FOTOGRAFIA de Bruce Clarke, artista plástico de origem sul-africana, que trabalha a mil léguas do cinismo e dos diktats da arte conceptual. Antigo militante contra o Apartheid, trata nas suas obras da história contemporânea, da escrita e da transmissão da memória.


«Um herói do nosso tempo», titula um número especial do Courrier international (Junho-Agosto de 2010). «Ele mudou a história», diz o Le Nouvel Observateur (27 de Maio de 2010), aumentando a parada. Acompanhadas do retrato de um Nelson Mandela sorridente, estas duas capas testemunham uma adoração consensual, cuja apoteose foi o filme Invictus, do realizador Clint Eastwood [1]. Com o Campeonato do Mundo de Futebol, todo o planeta comunga no culto do profeta visionário que rejeita a violência, que guiou o seu povo para uma terra prometida onde negros, mestiços e brancos vivem em harmonia. A prisão de Robben Island, onde aquele a quem os seus camaradas chamavam Madiba foi enclausurado durante longos anos – e que é lugar de peregrinação obrigatório para os hóspedes estrangeiros –, recorda um «antes» um pouco vago, esse tempo do maldito Apartheid que só podia suscitar uma condenação universal, a começar pela das democracias ocidentais.

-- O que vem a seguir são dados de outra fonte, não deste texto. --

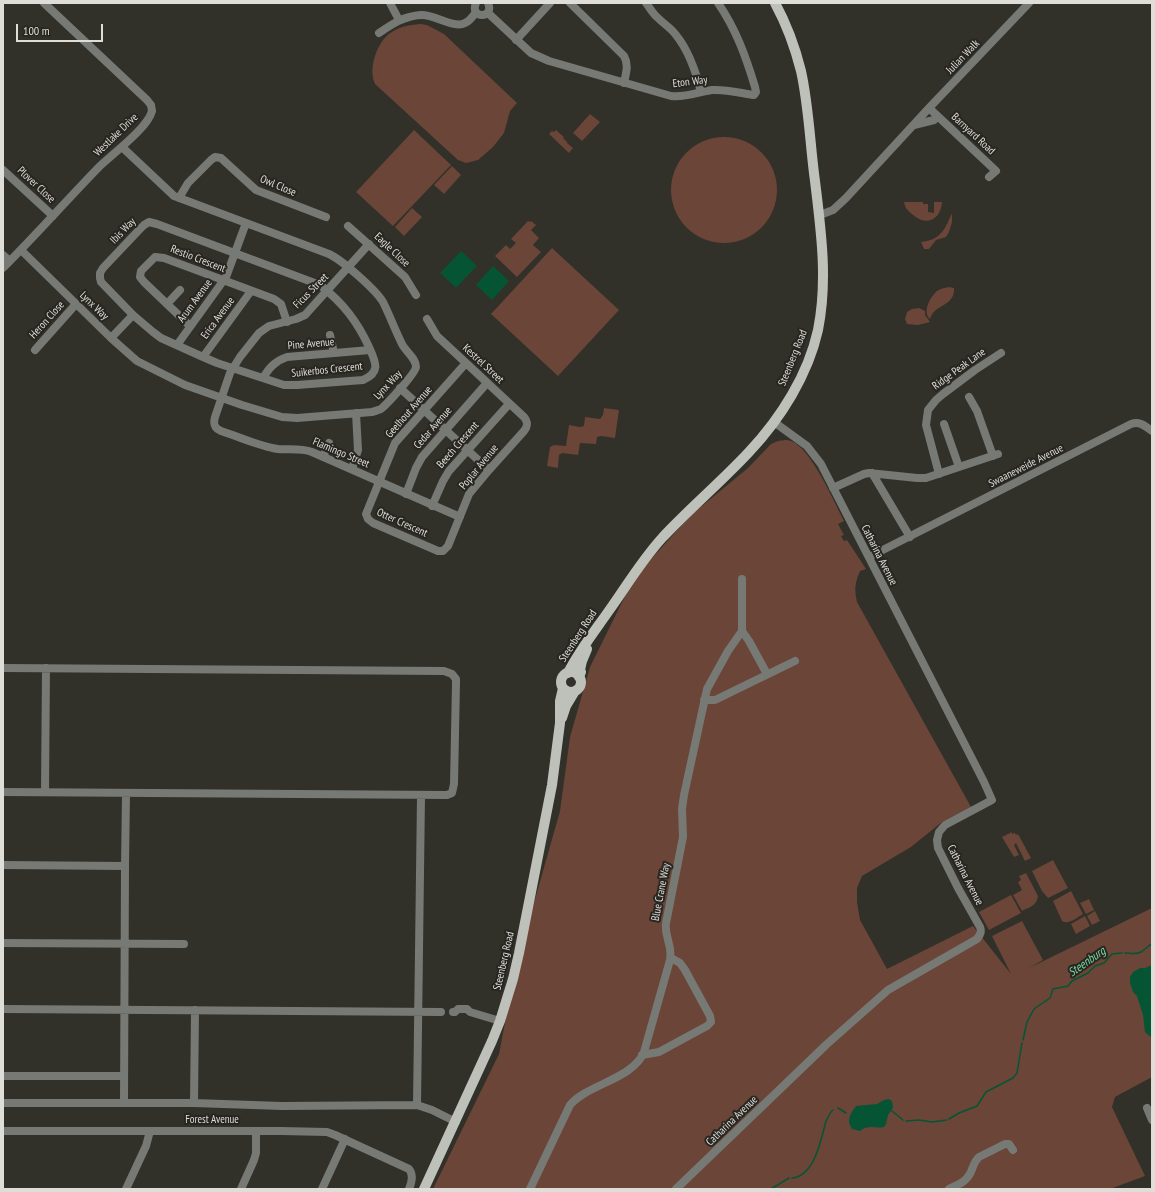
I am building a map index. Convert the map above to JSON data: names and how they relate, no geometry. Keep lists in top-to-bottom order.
{
  "streets": {
    "main road": ["Steenberg Road"],
    "street": [
      "Julian Walk",
      "Eton Way",
      "Barnyard Road",
      "Westlake Drive",
      "Plover Close",
      "Owl Close",
      "Ibis Way",
      "Eagle Close",
      "Restio Crescent",
      "Ficus Street",
      "Arum Avenue",
      "Lynx Way",
      "Erica Avenue",
      "Heron Close",
      "Pine Avenue",
      "Kestrel Street",
      "Ridge Peak Lane",
      "Suikerbos Crescent",
      "Geelhout Avenue",
      "Cedar Avenue",
      "Beech Crescent",
      "Flamingo Street",
      "Swaaneweide Avenue",
      "Poplar Avenue",
      "Otter Crescent",
      "Catharina Avenue",
      "Blue Crane Way",
      "Forest Avenue"
    ]
  },
  "crossings": [
    ["Julian Walk", "Barnyard Road"],
    ["Julian Walk", "Steenberg Road"],
    ["Westlake Drive", "Plover Close"],
    ["Westlake Drive", "Lynx Way"],
    ["Owl Close", "Lynx Way"],
    ["Ibis Way", "Ficus Street"],
    ["Ibis Way", "Arum Avenue"],
    ["Ibis Way", "Erica Avenue"],
    ["Ibis Way", "Suikerbos Crescent"],
    ["Eagle Close", "Ficus Street"],
    ["Restio Crescent", "Ficus Street"],
    ["Restio Crescent", "Arum Avenue"],
    ["Restio Crescent", "Erica Avenue"],
    ["Ficus Street", "Lynx Way"],
    ["Ficus Street", "Suikerbos Crescent"],
    ["Ficus Street", "Flamingo Street"],
    ["Arum Avenue", "Lynx Way"],
    ["Lynx Way", "Heron Close"],
    ["Lynx Way", "Flamingo Street"],
    ["Pine Avenue", "Suikerbos Crescent"],
    ["Steenberg Road", "Catharina Avenue"],
    ["Kestrel Street", "Geelhout Avenue"],
    ["Kestrel Street", "Cedar Avenue"],
    ["Kestrel Street", "Beech Crescent"],
    ["Kestrel Street", "Poplar Avenue"],
    ["Geelhout Avenue", "Flamingo Street"],
    ["Geelhout Avenue", "Otter Crescent"],
    ["Cedar Avenue", "Flamingo Street"],
    ["Beech Crescent", "Flamingo Street"],
    ["Flamingo Street", "Poplar Avenue"],
    ["Flamingo Street", "Otter Crescent"],
    ["Swaaneweide Avenue", "Catharina Avenue"],
    ["Poplar Avenue", "Otter Crescent"]
  ],
  "water": ["Steenburg"],
  "scale_bar": "100 m"
}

Cristo morreu na cruz, há uns dois mil anos. Muitos investigadores questionam-se sobre a correspondência entre o Jesus dos Evangelhos e o Jesus histórico. O que sabemos da vida terrestre do «filho de Deus»? De que documentos dispomos para descrever a sua prédica? Os testemunhos recuperados no Novo Testamento são fiáveis? Seria de presumir uma maior facilidade de apreender o «Mandela histórico», tanto mais quanto dispomos de um evangelho escrito pela sua própria mão [2], bem como de muitos testemunhos directos. No entanto, a lenda parece estar pelo menos tão distanciada da realidade quanto a do Jesus dos Evangelhos, de tal forma parece intolerável admitir que o novo messias foi um «terrorista», um «aliado dos comunistas» e da União Soviética (a do Gulag), um revolucionário determinado.

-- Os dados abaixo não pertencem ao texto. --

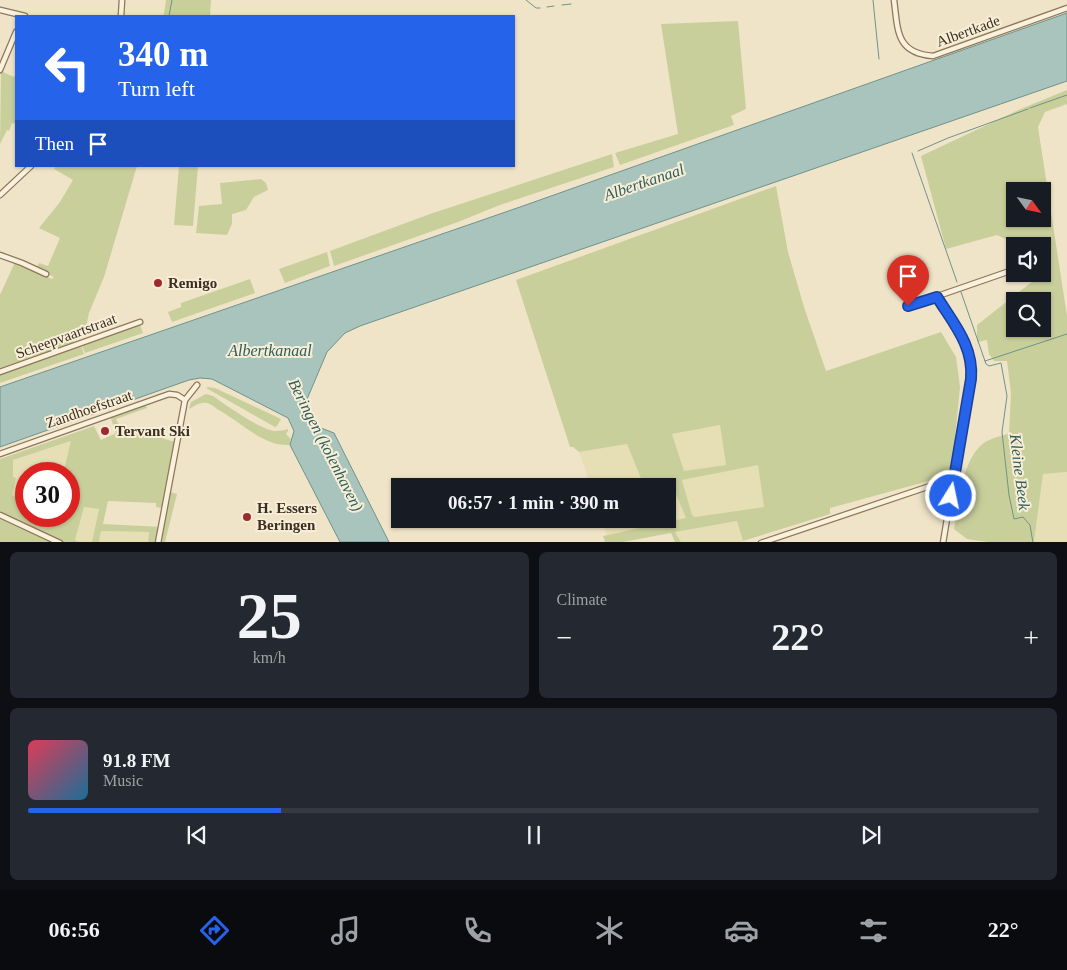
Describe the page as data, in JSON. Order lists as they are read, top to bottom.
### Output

O Congresso Nacional Africano (ANC), aliado estratégico do Partido Comunista Sul-Africano, lançou-se na luta armada em 1960, depois do massacre na township de Sharpeville, a 21 de Março, de que resultaram várias dezenas de mortos. Os negros estavam a manifestar-se contra o sistema do pass (passaporte interno). Mandela, até então adepto da luta legal, convenceu-se nessa altura de que a minoria branca nunca renunciaria pacificamente ao seu poder, às suas prerrogativas. Tendo, num primeiro tempo, privilegiado as sabotagens, o ANC também utilizou, é certo que de forma limitada, a arma do «terrorismo», não hesitando em colocar algumas bombas em cafés.

Preso em 1962 e condenado, Madiba rejeitou, a partir de 1985, várias ofertas de libertação em troca da sua renúncia à violência. «É sempre o opressor, e não o oprimido, que determina a forma da luta», escreveu ele nas suas memórias. «Se o opressor utiliza a violência, o oprimido não tem outra escolha que não seja responder através da violência.» E só esta, apoiada em crescentes mobilizações populares e sustentada por um sistema internacional de sanções que, com o passar do tempo, se tornaram cada vez mais incómodas, pôde demonstrar a inanidade do sistema repressivo e levar o poder branco ao arrependimento. Estabelecido o princípio de «um homem, um voto», Mandela e o ANC souberam então dar provas de flexibilidade na implantação da «sociedade arco-íris» e nas garantias outorgadas à minoria branca. Foram mesmo forçados – mas isso é uma outra história – a restringir o seu projecto de transformação social.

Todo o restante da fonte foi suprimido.